PROBLEM DETAILS: Below are some records; find each line that carries the word "place" and copy it.

EXERCISE MATERIAL:
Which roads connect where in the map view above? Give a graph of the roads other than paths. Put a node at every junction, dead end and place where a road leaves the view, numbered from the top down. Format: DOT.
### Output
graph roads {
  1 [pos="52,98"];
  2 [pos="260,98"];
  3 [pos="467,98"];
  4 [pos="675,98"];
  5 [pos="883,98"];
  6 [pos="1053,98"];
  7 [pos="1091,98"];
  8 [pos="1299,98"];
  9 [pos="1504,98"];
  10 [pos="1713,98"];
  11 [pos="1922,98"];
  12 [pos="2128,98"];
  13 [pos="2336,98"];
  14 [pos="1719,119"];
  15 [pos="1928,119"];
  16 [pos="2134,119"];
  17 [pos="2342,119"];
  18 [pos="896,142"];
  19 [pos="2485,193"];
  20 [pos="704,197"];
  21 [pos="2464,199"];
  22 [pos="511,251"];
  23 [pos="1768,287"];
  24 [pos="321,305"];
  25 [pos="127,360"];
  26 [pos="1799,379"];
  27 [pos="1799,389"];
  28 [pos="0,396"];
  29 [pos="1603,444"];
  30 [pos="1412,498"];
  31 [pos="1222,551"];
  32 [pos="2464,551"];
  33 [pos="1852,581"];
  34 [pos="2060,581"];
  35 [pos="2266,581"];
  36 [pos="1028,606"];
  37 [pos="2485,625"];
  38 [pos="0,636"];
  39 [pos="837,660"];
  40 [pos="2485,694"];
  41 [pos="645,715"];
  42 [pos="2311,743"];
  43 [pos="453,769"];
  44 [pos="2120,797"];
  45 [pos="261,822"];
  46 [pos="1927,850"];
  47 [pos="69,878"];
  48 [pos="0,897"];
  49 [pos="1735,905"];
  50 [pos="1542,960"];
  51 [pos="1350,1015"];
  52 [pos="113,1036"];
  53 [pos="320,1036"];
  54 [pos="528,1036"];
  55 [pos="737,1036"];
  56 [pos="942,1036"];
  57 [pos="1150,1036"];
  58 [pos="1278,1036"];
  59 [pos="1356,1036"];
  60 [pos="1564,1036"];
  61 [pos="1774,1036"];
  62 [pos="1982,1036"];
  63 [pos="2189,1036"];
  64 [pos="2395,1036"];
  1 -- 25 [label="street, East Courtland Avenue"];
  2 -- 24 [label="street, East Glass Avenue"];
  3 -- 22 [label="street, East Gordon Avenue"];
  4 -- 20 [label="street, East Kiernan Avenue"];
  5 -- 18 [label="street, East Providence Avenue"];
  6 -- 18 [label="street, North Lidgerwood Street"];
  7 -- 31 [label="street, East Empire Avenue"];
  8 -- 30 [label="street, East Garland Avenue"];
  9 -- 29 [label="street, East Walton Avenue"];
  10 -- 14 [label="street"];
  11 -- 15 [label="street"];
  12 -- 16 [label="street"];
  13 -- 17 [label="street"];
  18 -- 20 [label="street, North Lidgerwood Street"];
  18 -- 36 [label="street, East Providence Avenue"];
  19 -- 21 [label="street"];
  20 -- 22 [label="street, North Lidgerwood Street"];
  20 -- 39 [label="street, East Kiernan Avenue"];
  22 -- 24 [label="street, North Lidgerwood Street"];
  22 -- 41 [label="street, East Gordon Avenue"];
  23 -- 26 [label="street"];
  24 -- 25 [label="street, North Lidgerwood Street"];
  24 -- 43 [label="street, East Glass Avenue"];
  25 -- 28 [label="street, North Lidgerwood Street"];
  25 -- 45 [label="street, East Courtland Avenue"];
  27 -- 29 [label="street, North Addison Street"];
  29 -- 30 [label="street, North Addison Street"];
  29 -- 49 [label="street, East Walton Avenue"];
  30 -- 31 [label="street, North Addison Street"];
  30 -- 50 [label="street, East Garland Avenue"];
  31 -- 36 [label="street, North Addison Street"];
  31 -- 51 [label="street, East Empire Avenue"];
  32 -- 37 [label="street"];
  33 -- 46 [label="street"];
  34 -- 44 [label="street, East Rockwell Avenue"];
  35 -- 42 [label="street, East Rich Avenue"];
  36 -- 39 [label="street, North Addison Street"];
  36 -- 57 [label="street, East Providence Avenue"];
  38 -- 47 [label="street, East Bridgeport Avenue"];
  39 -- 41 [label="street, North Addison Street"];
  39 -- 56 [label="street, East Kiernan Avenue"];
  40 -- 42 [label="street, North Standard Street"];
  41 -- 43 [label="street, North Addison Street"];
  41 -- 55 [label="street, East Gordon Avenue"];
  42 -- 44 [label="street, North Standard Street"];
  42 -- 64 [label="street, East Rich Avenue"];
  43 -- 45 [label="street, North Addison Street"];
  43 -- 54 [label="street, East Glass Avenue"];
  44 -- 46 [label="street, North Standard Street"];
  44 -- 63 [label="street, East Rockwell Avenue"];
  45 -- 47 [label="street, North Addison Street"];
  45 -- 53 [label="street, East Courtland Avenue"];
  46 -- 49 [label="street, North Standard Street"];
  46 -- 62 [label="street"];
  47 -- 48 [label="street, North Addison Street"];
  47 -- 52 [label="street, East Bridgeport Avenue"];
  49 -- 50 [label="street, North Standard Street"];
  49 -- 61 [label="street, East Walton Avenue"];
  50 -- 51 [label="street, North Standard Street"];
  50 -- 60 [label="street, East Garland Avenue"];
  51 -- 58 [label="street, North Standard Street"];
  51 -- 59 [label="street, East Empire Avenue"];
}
---
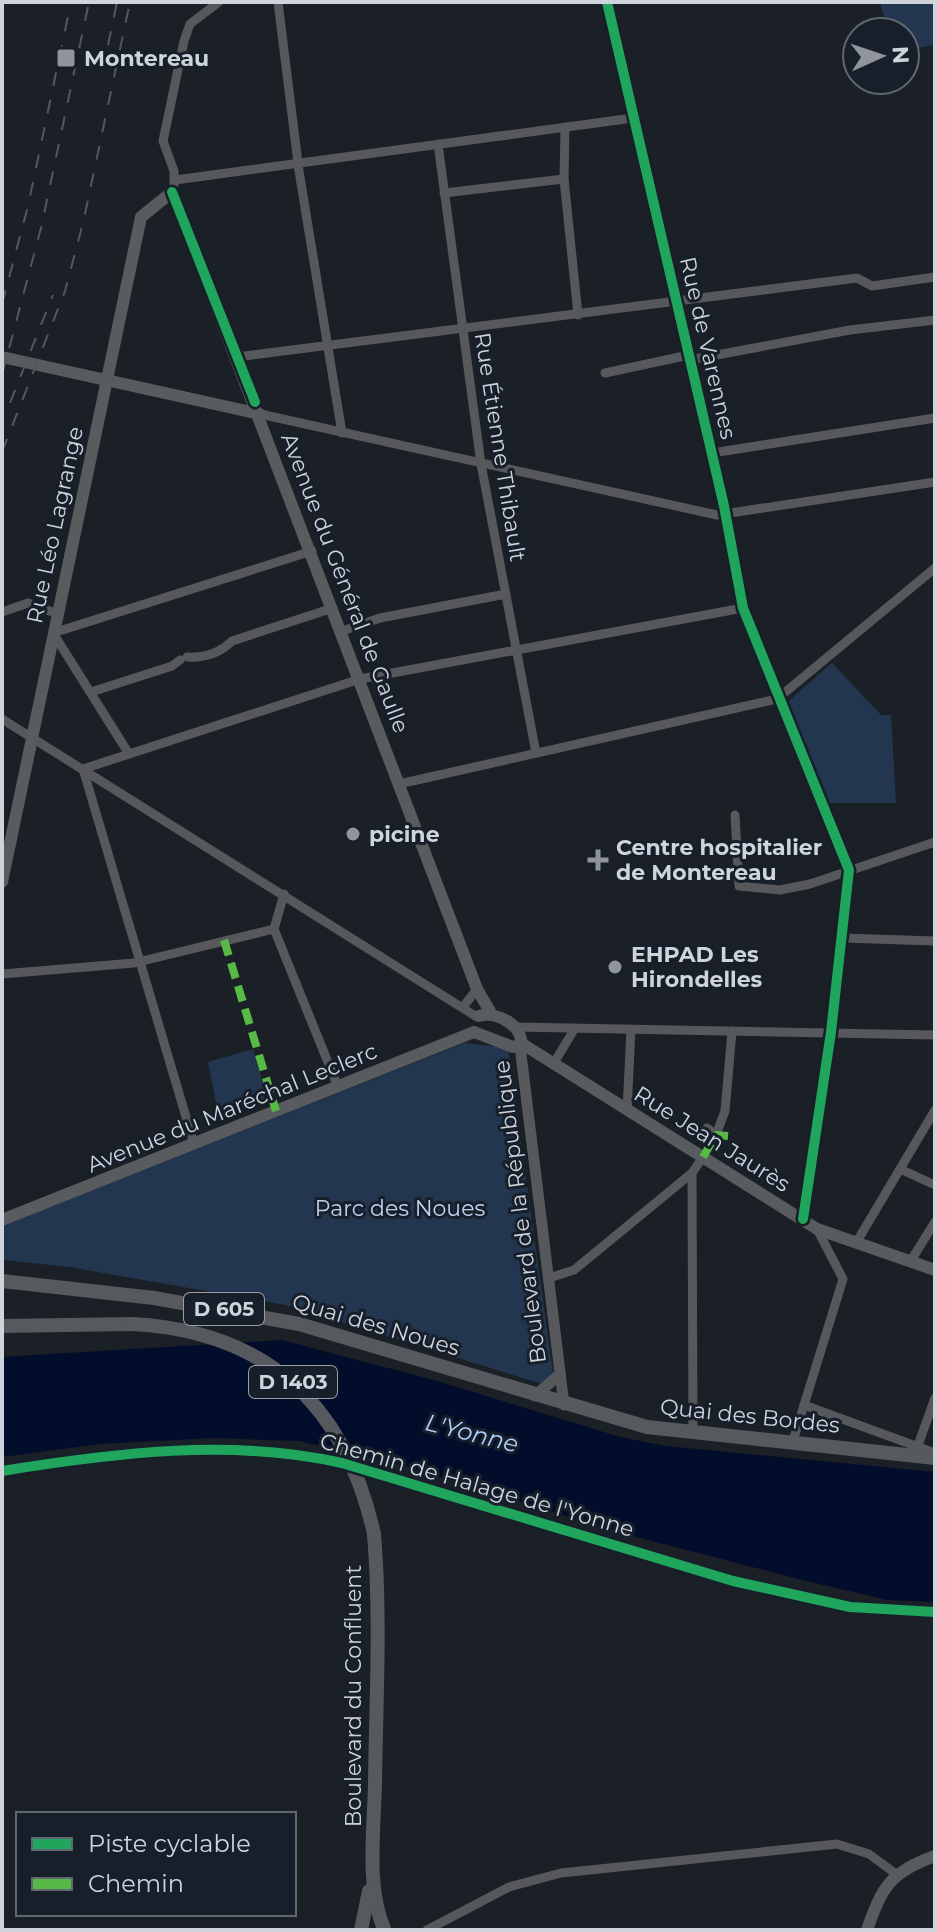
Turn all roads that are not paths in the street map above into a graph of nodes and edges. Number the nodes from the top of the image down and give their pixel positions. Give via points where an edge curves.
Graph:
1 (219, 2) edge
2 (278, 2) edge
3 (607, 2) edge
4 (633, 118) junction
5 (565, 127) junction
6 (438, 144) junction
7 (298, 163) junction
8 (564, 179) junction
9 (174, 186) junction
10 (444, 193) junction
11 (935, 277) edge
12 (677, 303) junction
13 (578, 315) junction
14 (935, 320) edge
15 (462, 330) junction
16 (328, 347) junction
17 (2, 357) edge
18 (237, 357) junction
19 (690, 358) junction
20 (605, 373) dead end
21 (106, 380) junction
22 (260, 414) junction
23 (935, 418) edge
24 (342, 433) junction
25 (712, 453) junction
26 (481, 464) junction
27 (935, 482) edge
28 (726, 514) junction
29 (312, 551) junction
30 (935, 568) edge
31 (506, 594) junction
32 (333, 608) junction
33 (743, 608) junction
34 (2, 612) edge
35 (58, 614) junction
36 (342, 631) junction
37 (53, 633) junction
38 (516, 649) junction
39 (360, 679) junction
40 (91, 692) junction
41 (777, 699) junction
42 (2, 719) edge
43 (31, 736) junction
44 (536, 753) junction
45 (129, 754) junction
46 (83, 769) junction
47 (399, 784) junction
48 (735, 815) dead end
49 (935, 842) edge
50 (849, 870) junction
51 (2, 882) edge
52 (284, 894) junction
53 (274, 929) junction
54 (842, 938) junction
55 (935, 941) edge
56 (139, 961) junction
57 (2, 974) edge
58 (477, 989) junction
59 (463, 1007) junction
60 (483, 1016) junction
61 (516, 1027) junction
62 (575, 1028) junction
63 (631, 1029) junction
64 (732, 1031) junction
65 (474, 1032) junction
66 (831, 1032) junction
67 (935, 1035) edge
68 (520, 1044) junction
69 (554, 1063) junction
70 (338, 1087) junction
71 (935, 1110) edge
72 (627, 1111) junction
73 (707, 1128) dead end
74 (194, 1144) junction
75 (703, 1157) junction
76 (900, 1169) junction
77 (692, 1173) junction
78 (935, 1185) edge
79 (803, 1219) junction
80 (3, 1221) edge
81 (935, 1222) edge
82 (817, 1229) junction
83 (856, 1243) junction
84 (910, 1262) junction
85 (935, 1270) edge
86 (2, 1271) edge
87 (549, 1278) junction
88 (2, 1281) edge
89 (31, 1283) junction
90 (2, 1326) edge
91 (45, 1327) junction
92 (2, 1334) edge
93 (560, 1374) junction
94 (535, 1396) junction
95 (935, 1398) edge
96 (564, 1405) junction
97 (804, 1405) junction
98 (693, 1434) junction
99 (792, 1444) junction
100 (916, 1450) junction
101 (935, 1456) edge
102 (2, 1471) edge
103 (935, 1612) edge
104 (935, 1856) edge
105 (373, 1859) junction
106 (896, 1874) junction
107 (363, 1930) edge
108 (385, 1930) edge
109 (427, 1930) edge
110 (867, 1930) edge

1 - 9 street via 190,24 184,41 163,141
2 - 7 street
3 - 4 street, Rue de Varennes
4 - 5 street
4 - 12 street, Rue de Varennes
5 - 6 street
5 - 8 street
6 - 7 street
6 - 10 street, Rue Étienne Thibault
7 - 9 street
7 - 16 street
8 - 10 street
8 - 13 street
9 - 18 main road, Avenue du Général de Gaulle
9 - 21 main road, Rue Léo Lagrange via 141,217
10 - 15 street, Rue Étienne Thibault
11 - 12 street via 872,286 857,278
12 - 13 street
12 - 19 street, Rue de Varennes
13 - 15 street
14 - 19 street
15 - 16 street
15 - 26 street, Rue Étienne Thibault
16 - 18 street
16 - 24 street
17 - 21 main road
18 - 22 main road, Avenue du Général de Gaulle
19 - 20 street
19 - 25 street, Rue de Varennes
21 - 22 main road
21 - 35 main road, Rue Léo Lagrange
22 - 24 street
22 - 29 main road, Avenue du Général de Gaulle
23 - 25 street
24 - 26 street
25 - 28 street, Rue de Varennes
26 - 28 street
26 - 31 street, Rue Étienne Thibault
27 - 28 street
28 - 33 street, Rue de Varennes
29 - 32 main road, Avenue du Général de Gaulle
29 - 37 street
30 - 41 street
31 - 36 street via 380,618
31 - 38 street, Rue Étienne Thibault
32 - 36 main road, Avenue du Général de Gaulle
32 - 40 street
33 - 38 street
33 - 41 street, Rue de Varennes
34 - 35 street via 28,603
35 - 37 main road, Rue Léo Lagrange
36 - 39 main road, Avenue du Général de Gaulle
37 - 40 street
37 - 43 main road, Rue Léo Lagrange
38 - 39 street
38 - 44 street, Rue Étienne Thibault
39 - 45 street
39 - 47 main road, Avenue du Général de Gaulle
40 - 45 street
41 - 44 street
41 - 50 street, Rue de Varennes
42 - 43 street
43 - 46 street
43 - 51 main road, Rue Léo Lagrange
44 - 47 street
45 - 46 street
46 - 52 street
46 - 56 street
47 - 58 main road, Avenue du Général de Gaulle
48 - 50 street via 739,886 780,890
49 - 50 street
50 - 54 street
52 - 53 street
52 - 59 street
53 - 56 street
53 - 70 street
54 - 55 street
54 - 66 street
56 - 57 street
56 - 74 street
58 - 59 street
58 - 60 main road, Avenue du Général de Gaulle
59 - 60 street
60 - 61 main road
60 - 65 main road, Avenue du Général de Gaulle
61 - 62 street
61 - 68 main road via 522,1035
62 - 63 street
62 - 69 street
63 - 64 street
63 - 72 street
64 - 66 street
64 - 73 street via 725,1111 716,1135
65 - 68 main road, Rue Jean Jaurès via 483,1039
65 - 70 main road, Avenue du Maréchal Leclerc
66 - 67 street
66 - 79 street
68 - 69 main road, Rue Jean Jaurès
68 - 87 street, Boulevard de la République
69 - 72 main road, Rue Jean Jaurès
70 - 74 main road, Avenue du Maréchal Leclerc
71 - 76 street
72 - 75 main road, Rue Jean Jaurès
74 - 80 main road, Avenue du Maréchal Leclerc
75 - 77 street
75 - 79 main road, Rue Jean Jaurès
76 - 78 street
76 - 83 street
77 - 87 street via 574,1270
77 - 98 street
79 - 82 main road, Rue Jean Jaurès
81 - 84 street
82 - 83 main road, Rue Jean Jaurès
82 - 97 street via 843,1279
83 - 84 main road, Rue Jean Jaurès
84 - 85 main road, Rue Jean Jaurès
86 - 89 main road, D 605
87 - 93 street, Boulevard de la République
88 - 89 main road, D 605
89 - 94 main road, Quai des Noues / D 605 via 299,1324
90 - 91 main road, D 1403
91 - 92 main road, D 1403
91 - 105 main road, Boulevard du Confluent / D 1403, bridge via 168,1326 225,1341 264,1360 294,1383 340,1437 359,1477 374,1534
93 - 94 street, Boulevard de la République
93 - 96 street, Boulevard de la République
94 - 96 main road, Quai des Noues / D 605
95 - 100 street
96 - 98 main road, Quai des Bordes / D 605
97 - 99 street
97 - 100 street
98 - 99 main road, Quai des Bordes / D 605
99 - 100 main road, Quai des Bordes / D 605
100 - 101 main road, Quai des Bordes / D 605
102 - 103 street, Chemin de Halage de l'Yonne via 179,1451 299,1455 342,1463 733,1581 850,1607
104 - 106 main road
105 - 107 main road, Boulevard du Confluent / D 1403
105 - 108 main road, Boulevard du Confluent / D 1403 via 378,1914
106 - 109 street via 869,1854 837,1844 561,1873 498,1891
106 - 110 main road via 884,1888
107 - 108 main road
--
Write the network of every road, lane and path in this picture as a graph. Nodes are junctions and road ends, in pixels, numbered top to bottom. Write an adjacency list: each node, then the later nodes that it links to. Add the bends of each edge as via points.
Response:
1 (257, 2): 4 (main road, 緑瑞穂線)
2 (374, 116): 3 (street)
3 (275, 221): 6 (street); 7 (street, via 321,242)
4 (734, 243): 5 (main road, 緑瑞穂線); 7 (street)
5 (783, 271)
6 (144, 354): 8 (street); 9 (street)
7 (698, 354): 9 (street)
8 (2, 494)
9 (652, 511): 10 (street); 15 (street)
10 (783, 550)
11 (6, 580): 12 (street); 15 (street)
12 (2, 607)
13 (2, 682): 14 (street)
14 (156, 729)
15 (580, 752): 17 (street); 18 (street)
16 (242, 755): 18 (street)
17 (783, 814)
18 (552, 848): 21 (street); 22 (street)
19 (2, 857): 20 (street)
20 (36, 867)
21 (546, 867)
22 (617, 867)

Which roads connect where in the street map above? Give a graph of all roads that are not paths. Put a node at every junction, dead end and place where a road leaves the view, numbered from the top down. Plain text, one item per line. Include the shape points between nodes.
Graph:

EXERCISE RESPONSE:
Which roads connect where in the map view above? Give a graph of the roads other than paths. Put a node at every junction, dead end and place where a road leaves the view, numbered from the top down. Format: DOT.
Which roads connect where in the street map above? Give a graph of all roads that are not paths. Put a node at every junction, dead end and place where a road leaves the view, numbered from the top down. Plain text, one item per line. Include the shape points between nodes.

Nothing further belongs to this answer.